A time to mourn and a time to dance…
Separation and sadness are traveling companions. When people we love leave us, the void left by their absence fills with melancholy and regret. The joy, peace, and contentment they provided are replaced by sorrow, anxiety, and insecurity. The best memories—the ones we cherish—give rise to remorse for not making more of them or fully appreciating those we had. The starkest example, obviously, is the death of a beloved partner, relative, or friend. But separations come in all shapes and sizes—break-ups, relocations, temporary leaves, and even goodbyes after an hour spent with someone we love. “Parting is such sweet sorrow,” Juliet told Romeo following their first tryst. It’s the most compactly comprehensive description we have of what grieving lost love feels like.
The only feeling worse than mourning is sensing we could have prevented it. John 11 finds Jesus in this situation. Mary and Martha, sisters of His friend, Lazarus, send word he’s dying.
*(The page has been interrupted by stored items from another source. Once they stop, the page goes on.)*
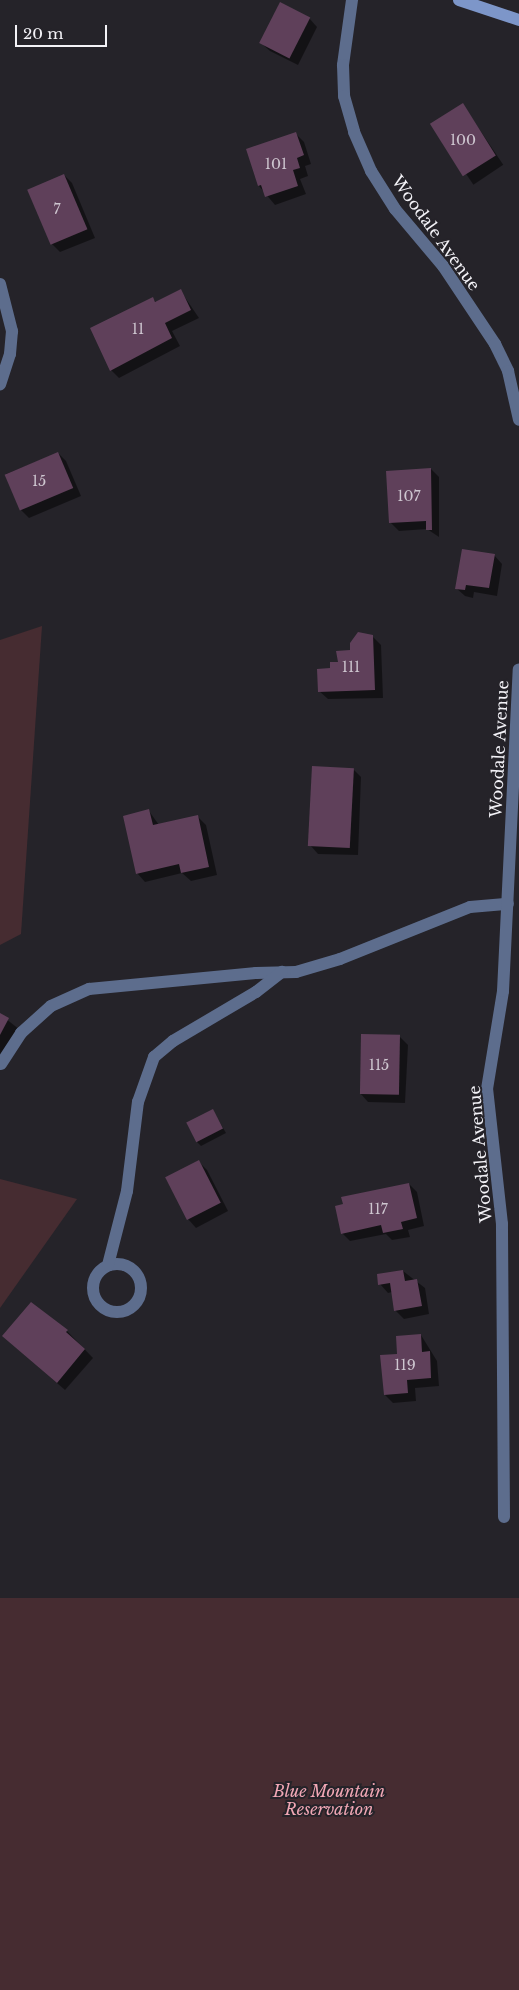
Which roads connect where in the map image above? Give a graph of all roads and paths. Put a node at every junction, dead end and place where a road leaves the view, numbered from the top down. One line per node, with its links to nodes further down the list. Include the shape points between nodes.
1 (352, 0): 6 (street, Woodale Avenue, via 343,65 344,96 354,132 371,171 395,209 443,266 496,344 508,371)
2 (459, 0): 3 (street)
3 (519, 20)
4 (0, 285): 5 (street, via 12,331 10,354)
5 (0, 384)
6 (519, 420)
7 (519, 669): 8 (street, Woodale Avenue)
8 (508, 904): 9 (street, via 470,908 340,960 296,972); 12 (street, Woodale Avenue, via 503,991 487,1089 502,1224)
9 (282, 972): 10 (street, via 89,989 51,1006 20,1033); 11 (street, via 256,992 173,1041 154,1057 138,1102 127,1191)
10 (0, 1064)
11 (108, 1265)
12 (504, 1517)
Instead of rushing to Lazarus’s bedside, Jesus stays put for two days. He tells the disciples that Lazarus is dead, but He plans to restore His life. When He finally arrives, Mary says, “Lord, if you’d been here, my brother wouldn’t have died.” Her grief, and that of Lazarus’s friends, troubles Him. Verse 35 simply states, “Jesus wept.”
It’s a poignant, emotionally raw moment for Jesus, yet its personal intensity doesn’t spare Him from the scrutiny of Mary and Martha’s neighbors. Some are impressed by the love His tears convey. But others criticize Him, saying, “If He can heal the blind, why couldn’t He prevent Lazarus’s death?” It’s an unfortunate situation, making us wonder why Jesus weeps. It isn’t for Lazarus, because He knows His friend will live again. The best reason seems to be regret over not having come sooner, for not having prevented the sorrow of Lazarus’s loss.
Most everyone knows the work of Elisabeth Kübler-Ross, the psychiatrist who defined the five stages of grief: denial, anger, bargaining, depression, and acceptance. Solomon goes beyond “acceptance” to remind us mourning gives way to dancing. Or, as his father, David, wrote: “Weeping may remain for a night, but joy comes in the morning.” (Psalm 30.5) Regretting lost loves and preventable sorrow has its time and purpose. But as we experience grief, we remember it’s a process not meant to become a preoccupation. We’re created for rejoicing, to celebrate God’s love and acceptance. On the dance floor, we may epitomize left-footed oxen. But in our hearts, we’re dancing fools born to show the world we’re light on our feet, eager to move after times of sorrow pass.
Mourning times aren’t made to last. Dancing times are.